By Alyssa Nicole O. Tan, Journalist

LAZADA E-Services Philippines, Inc. on Thursday asked senators to temper the wording of a bill to regulate online transactions, saying making e-commerce platforms like this and Shopee accountable to buyers could make sellers less liable for product defects.

“This greatly reduces the seller’s liability and therefore emboldens potential wrongdoers as they will hide behind the platform and therefore also discourage law enforcement from pursuing the real offender,” Lazada CEO Raymond Alimurung said. , during a hearing in the Senate.

“It also creates an unnecessary differentiation between online and offline. [sellers] because today, shopping centers are not jointly and severally liable for the shortcomings of their tenants,” he added.

Senator Maria Imelda “Imee” R. Marcos, who heads the Economic Affairs Committee, asked if a compromise had been reached on the issue of accountability.

Mr. Alimurung noted that in the House of Representatives version of the bill, the provisions included subsidiary liability and joint and several liability in a specific set of circumstances, particularly involving damage or loss to the customer and the granting civil damages.

“It’s a very specific focus on accountability as opposed to a blanket approach,” he said.

Under several Senate bills relating to a proposed law on Internet transactions, “a market place or a digital e-commerce platform is jointly and severally liable with its listed online merchant, after due notice and hearing due form”, if it does not provide for dispute resolution mechanisms, or take measures to prevent the sale of illegal products.

“The other concern we have other than the decrease in vendor liability… is that it will potentially create unlimited liability on the platforms, which will significantly increase the costs of the platform which will then be passed on to MSMEs (micro, small and medium-sized businesses) and consumers,” Mr. Alimurung said.

He noted that despite due diligence on their part, a seller could still do something illegal before the platform finds out.

While there are mechanisms in place, such as artificial intelligence algorithms that track sellers and remove behavior deemed anti-consumer and fraudulent, this is not entirely preventable, he added.

During the hearing, the Department of Trade and Industry (DTI) asked the senators to remove a clause that tasks it with regulating online transactions.

“We see the need for an online business registry, a trustmark, and a bit of clarification on DTI’s regulatory jurisdiction over digital platforms,” ​​Deputy Secretary Mary Jean T. Pacheco said.

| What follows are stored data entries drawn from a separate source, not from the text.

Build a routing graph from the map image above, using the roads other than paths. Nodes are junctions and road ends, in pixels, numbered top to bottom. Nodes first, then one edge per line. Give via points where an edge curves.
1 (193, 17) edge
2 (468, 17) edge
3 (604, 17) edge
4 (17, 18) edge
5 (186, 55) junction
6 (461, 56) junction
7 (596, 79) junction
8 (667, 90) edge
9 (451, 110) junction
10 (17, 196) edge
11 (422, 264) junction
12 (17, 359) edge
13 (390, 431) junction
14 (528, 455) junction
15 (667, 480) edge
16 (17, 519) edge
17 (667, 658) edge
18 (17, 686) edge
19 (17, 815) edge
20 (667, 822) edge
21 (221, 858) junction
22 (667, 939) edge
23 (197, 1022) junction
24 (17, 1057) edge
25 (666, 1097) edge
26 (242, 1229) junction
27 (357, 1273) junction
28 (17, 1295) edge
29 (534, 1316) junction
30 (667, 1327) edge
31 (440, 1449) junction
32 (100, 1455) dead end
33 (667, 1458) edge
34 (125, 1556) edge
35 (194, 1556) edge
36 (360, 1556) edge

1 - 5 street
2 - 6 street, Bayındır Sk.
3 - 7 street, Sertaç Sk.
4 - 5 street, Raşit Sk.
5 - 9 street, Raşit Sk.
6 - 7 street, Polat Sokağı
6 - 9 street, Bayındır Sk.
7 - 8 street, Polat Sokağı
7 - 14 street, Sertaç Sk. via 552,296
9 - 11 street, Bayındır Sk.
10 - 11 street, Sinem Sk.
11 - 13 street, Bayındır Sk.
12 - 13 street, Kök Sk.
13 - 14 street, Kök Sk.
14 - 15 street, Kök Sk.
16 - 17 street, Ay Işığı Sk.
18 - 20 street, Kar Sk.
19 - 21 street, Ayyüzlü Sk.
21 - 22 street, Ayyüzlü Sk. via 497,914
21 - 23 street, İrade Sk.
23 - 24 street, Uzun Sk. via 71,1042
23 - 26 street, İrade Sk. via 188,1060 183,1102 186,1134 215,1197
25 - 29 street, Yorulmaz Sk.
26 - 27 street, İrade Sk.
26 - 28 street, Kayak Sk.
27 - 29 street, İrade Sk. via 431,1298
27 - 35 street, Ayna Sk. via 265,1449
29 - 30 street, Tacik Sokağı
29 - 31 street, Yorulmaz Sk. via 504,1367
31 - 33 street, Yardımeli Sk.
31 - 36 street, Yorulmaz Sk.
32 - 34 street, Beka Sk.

“The DTI respects the mandates of other agencies,” she said, adding that these are best left to carry out their own regulatory functions. These include the central bank of the Philippines and the departments of information and agriculture.

The DTI could intervene, in case the agencies do not exercise their competence in time.

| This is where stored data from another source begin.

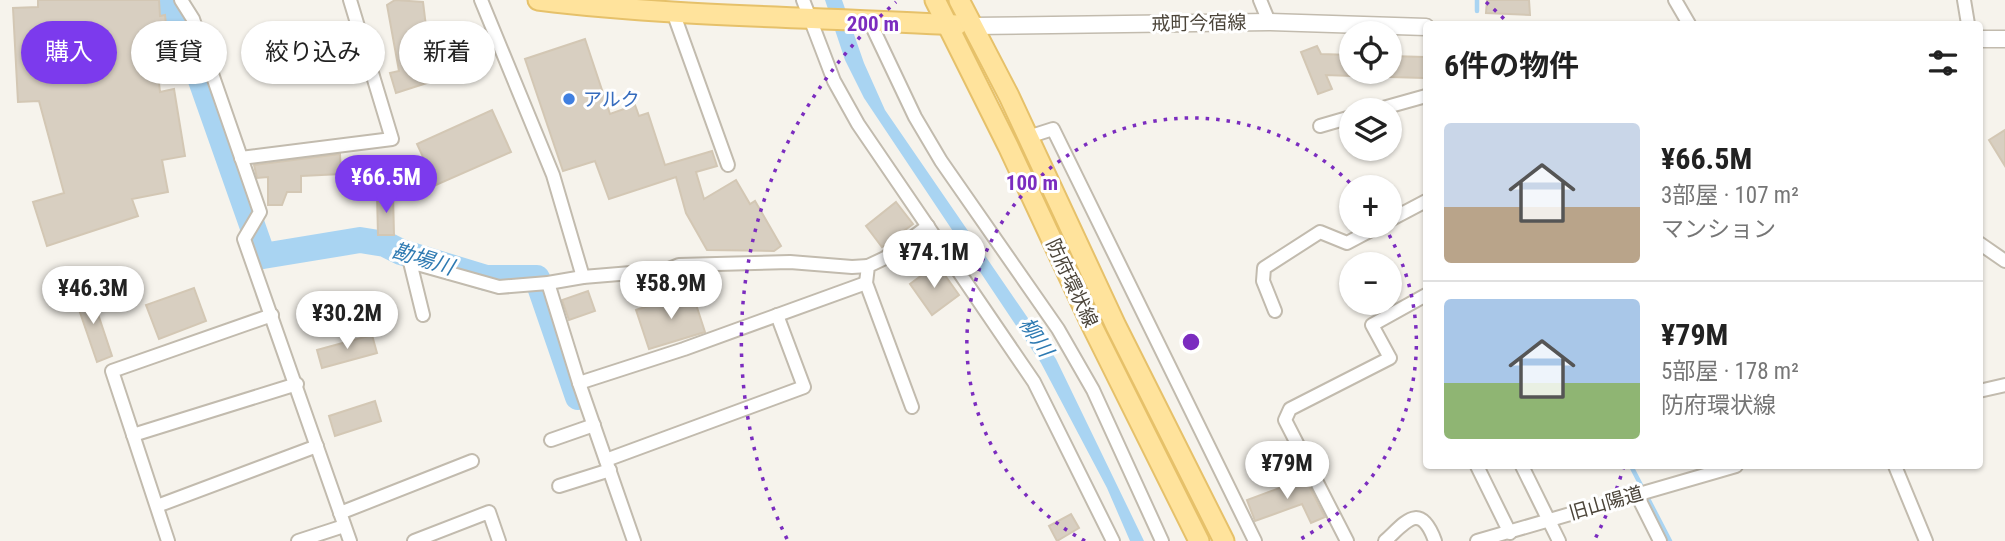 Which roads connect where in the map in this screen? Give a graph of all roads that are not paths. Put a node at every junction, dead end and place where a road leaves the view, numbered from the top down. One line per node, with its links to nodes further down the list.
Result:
1 (181, 0): 26 (street)
2 (350, 0): 26 (street)
3 (481, 0): 35 (street)
4 (538, 0): 10 (main road)
5 (935, 0): 16 (main road, 防府環状線)
6 (959, 0): 17 (main road, 防府環状線)
7 (1260, 0): 15 (street)
8 (1675, 0): 13 (street)
9 (1964, 0): 14 (street)
10 (673, 12): 11 (main road); 27 (street)
11 (811, 12): 12 (main road); 30 (street)
12 (864, 20): 16 (main road); 71 (street)
13 (1687, 21)
14 (1968, 21)
15 (1269, 22): 17 (street, 戒町今宿線); 18 (street, 戒町今宿線)
16 (946, 24): 17 (main road); 72 (main road, 防府環状線)
17 (972, 26): 25 (main road, 防府環状線)
18 (1423, 27)
19 (1983, 39): 20 (street)
20 (2005, 39)
21 (1423, 97): 22 (street)
22 (1402, 103)
23 (1339, 120): 24 (street)
24 (1320, 125)
25 (1028, 137): 73 (main road, 防府環状線); 74 (street)
26 (242, 158): 40 (street)
27 (728, 165)
28 (1423, 203): 29 (street)
29 (1402, 214)
30 (928, 226): 34 (street); 70 (street)
31 (1356, 238): 39 (street)
32 (1983, 246): 33 (street)
33 (2005, 261)
34 (868, 266): 35 (street); 36 (street)
35 (583, 276): 37 (street)
36 (866, 282): 42 (street); 47 (street)
37 (548, 283): 41 (street); 43 (street)
38 (1423, 297): 75 (street)
39 (1275, 311)
40 (272, 315): 44 (street); 49 (street)
41 (423, 315)
42 (777, 315): 43 (street); 53 (street)
43 (579, 383): 48 (street)
44 (297, 384): 49 (street); 51 (street)
45 (2005, 386): 46 (street)
46 (1983, 390)
47 (912, 407)
48 (594, 425): 50 (street); 53 (street)
49 (134, 435): 60 (street)
50 (551, 440)
51 (317, 446): 60 (street); 61 (street)
52 (472, 461): 61 (street)
53 (608, 465): 58 (street); 69 (street)
54 (1478, 469): 63 (street)
55 (1524, 469): 62 (street)
56 (1727, 469): 59 (street, 旧山陽道)
57 (1896, 469): 81 (street)
58 (559, 486)
59 (1636, 493): 62 (street, 旧山陽道); 80 (street)
60 (157, 506): 64 (street)
61 (342, 519): 65 (street); 66 (street)
62 (1550, 519): 63 (street, 旧山陽道); 79 (street)
63 (1510, 533): 78 (street, 旧山陽道)
64 (168, 541)
65 (298, 541)
66 (350, 541)
67 (414, 541): 68 (street)
68 (499, 541)
69 (634, 541)
70 (1112, 541)
71 (1162, 541)
72 (1199, 541)
73 (1224, 541)
74 (1255, 541)
75 (1347, 541)
76 (1385, 541): 77 (street)
77 (1435, 541)
78 (1477, 541)
79 (1559, 541)
80 (1660, 541)
81 (1926, 541)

Under the bill, the DTI would have primary regulatory jurisdiction over electronic marketplaces, online retailers, online merchants and other digital platforms that sell or enable the sale or exchange of goods, digital products or services.

Commerce Undersecretary Ruth B. Castelo called for swift passage of the bill, which she said would complement the consumer law.

“This is going to be a great help for consumer protection, especially the creation of an online business register… which will contain information on sellers engaged in e-commerce and internet retailing, which will will allow us to act more easily on [complaints],” she added.

She said the DTI often had to seek cybercrime help from the police because they couldn’t find any trace of the seller after a transaction was concluded.

“The DTI Secretary’s withdrawal powers are also very important so that we can act immediately if we know there is a violation by a trader or platform,” Ms Castelo said.

Ms. Pacheco also pleaded with senators to allocate 40 million pesos under next year’s national budget for the implementation of the e-commerce roadmap which will include webinars, trainings and skills projects. digital.

The Commerce Department’s proposed budget for next year has been cut by 10% to The DTI’s proposed 2023 budget has fallen by 10% to 22.196 billion pesos.